Saved entries:

┄┄┄┄┄┄

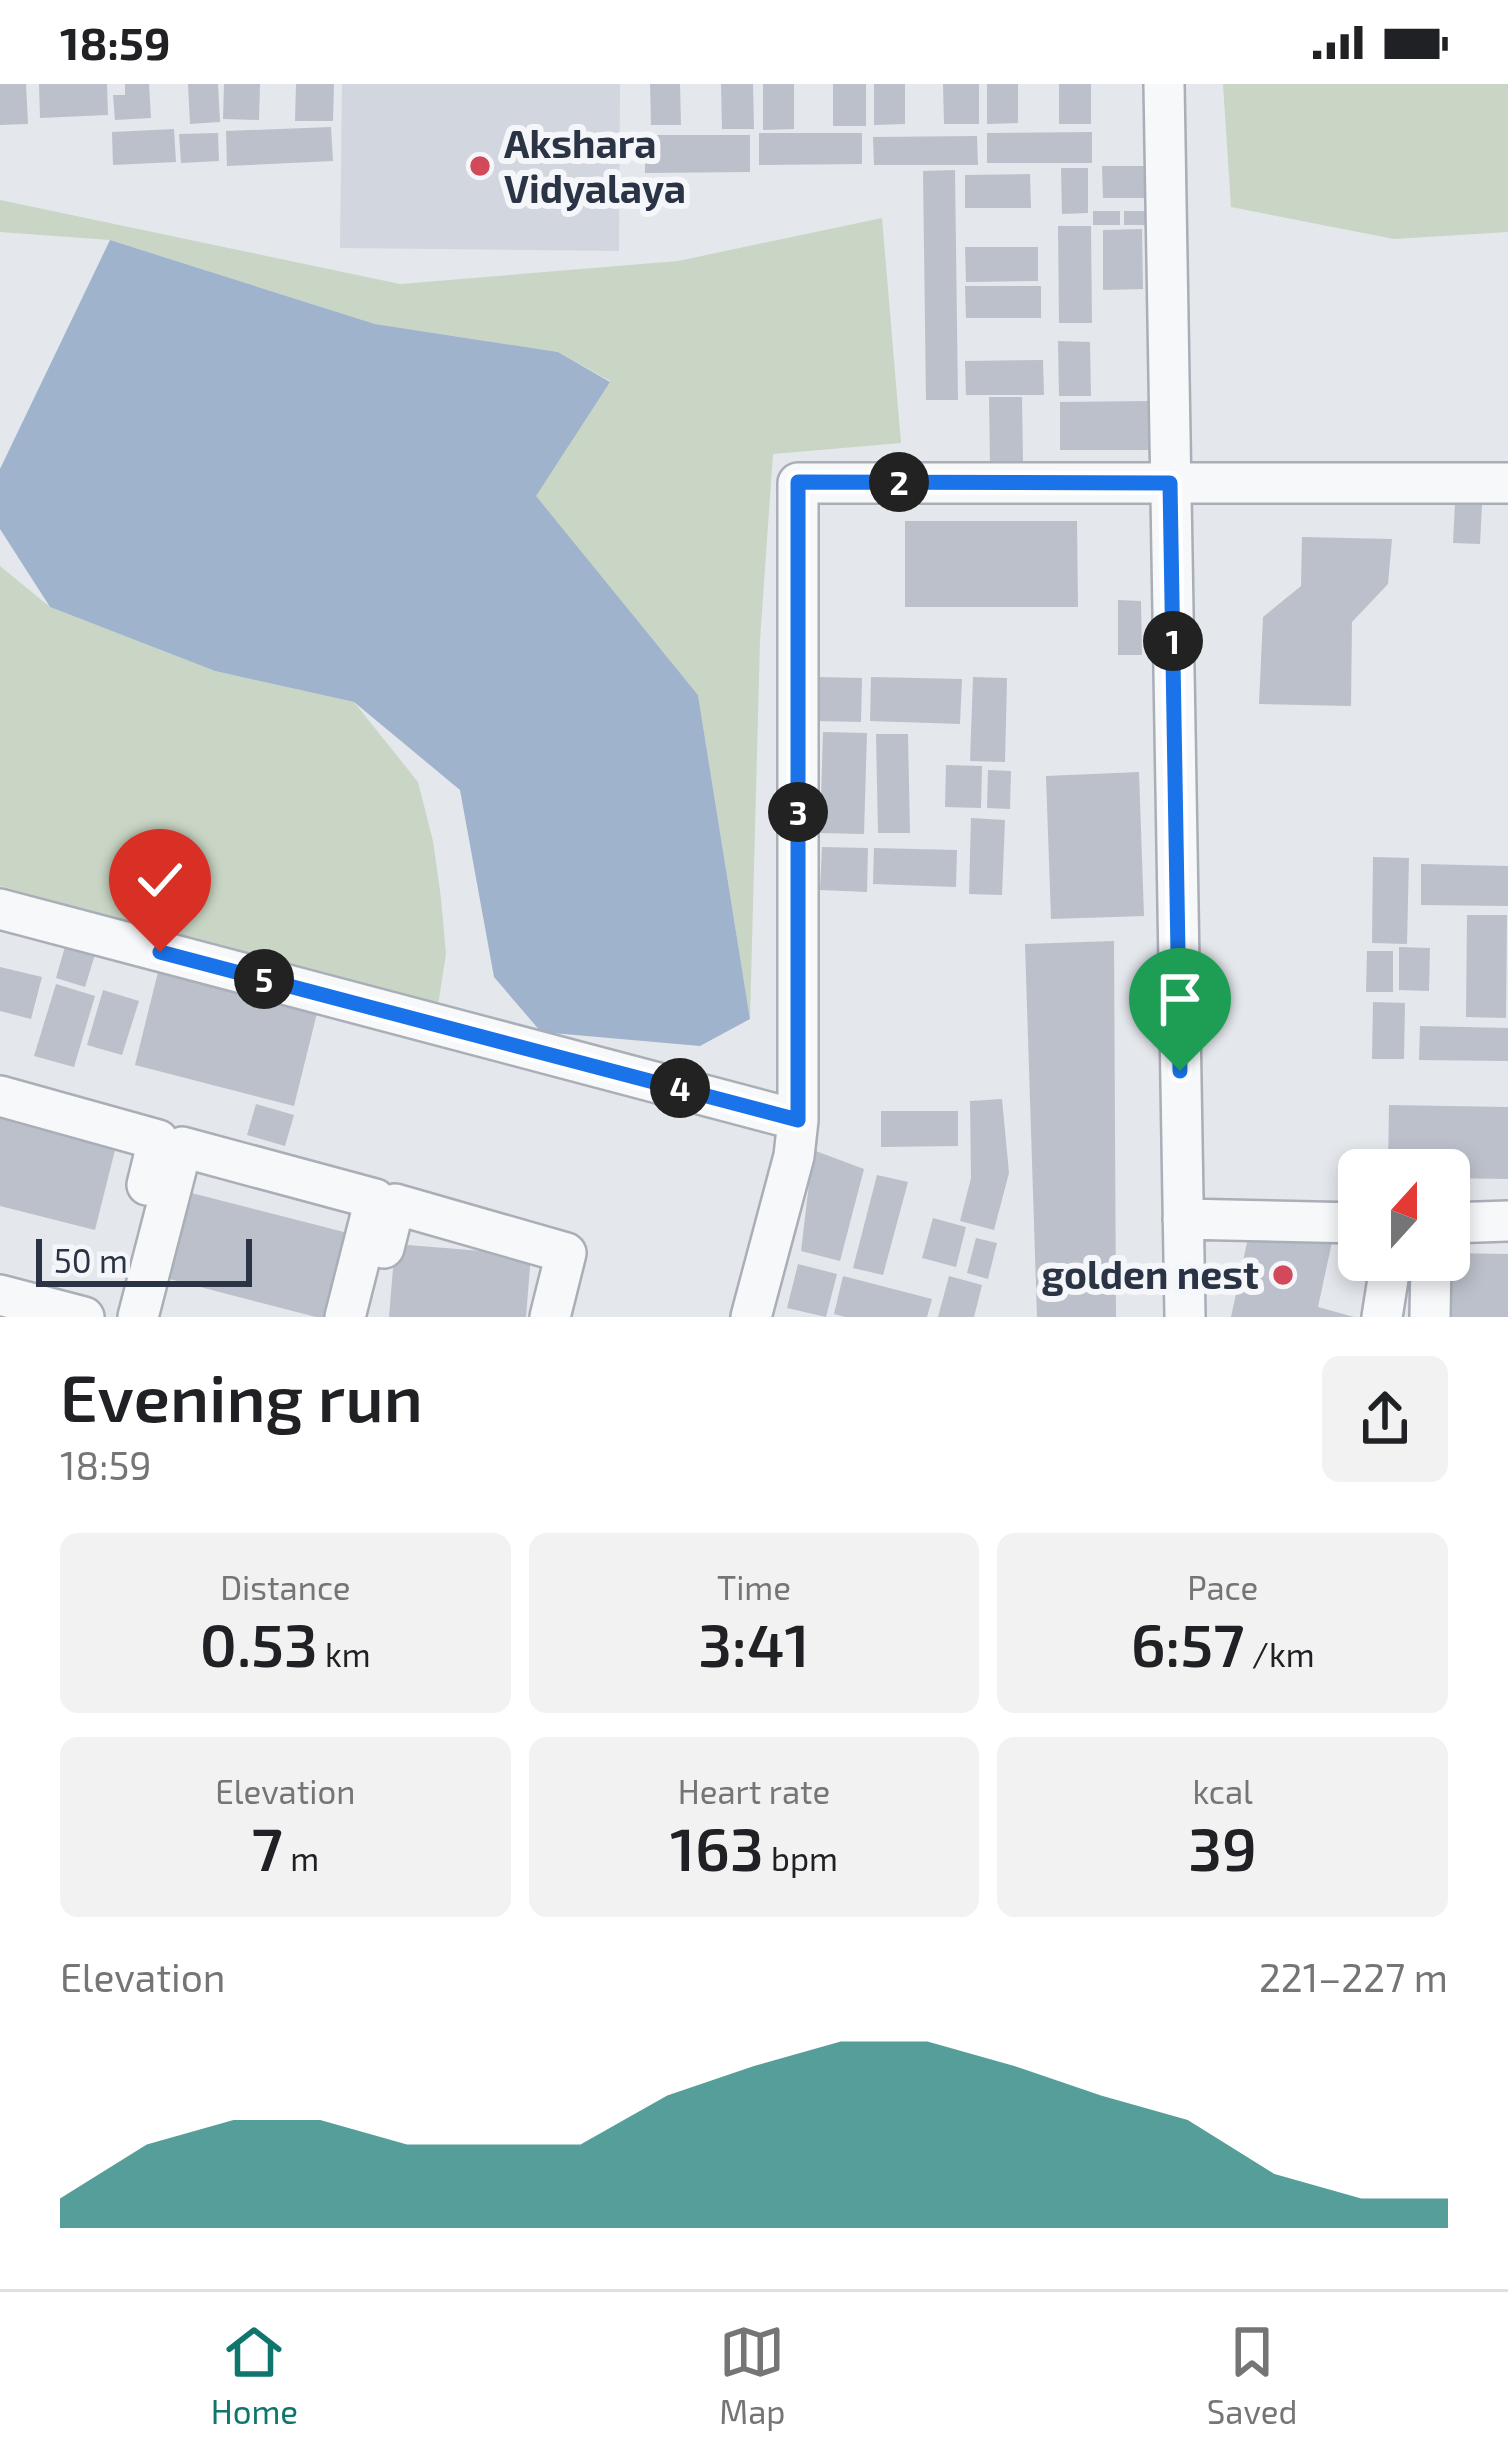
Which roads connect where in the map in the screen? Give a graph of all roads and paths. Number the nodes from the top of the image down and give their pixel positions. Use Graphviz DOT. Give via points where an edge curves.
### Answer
graph roads {
  1 [pos="1164,84"];
  2 [pos="1170,483"];
  3 [pos="1508,483"];
  4 [pos="0,910"];
  5 [pos="0,1096"];
  6 [pos="798,1120"];
  7 [pos="1183,1219"];
  8 [pos="1508,1221"];
  9 [pos="1470,1222"];
  10 [pos="1338,1223"];
  11 [pos="1388,1281"];
  12 [pos="1431,1281"];
  13 [pos="0,1294"];
  14 [pos="83,1317"];
  15 [pos="115,1317"];
  16 [pos="138,1317"];
  17 [pos="345,1317"];
  18 [pos="368,1317"];
  19 [pos="550,1317"];
  20 [pos="751,1317"];
  21 [pos="1184,1317"];
  22 [pos="1382,1317"];
  23 [pos="1430,1317"];
  1 -- 2 [label="street"];
  2 -- 3 [label="street"];
  2 -- 6 [label="street" via="798,482"];
  2 -- 7 [label="street"];
  4 -- 6 [label="street"];
  5 -- 15 [label="street" via="158,1140"];
  6 -- 20 [label="street"];
  7 -- 10 [label="street"];
  7 -- 21 [label="street"];
  8 -- 9 [label="street"];
  11 -- 22 [label="street"];
  12 -- 23 [label="street"];
  13 -- 14 [label="street"];
  16 -- 17 [label="street" via="182,1147 375,1199"];
  18 -- 19 [label="street" via="394,1204 566,1252"];
}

┄┄┄┄┄┄

Task prompt:
Pictures stay out; the data above is to be returned exactly.

Answer:
Which roads connect where in the map in the screen? Give a graph of all roads and paths. Number the nodes from the top of the image down and give their pixel positions. Use Graphviz DOT. Give via points where an edge curves.
### Answer
graph roads {
  1 [pos="1164,84"];
  2 [pos="1170,483"];
  3 [pos="1508,483"];
  4 [pos="0,910"];
  5 [pos="0,1096"];
  6 [pos="798,1120"];
  7 [pos="1183,1219"];
  8 [pos="1508,1221"];
  9 [pos="1470,1222"];
  10 [pos="1338,1223"];
  11 [pos="1388,1281"];
  12 [pos="1431,1281"];
  13 [pos="0,1294"];
  14 [pos="83,1317"];
  15 [pos="115,1317"];
  16 [pos="138,1317"];
  17 [pos="345,1317"];
  18 [pos="368,1317"];
  19 [pos="550,1317"];
  20 [pos="751,1317"];
  21 [pos="1184,1317"];
  22 [pos="1382,1317"];
  23 [pos="1430,1317"];
  1 -- 2 [label="street"];
  2 -- 3 [label="street"];
  2 -- 6 [label="street" via="798,482"];
  2 -- 7 [label="street"];
  4 -- 6 [label="street"];
  5 -- 15 [label="street" via="158,1140"];
  6 -- 20 [label="street"];
  7 -- 10 [label="street"];
  7 -- 21 [label="street"];
  8 -- 9 [label="street"];
  11 -- 22 [label="street"];
  12 -- 23 [label="street"];
  13 -- 14 [label="street"];
  16 -- 17 [label="street" via="182,1147 375,1199"];
  18 -- 19 [label="street" via="394,1204 566,1252"];
}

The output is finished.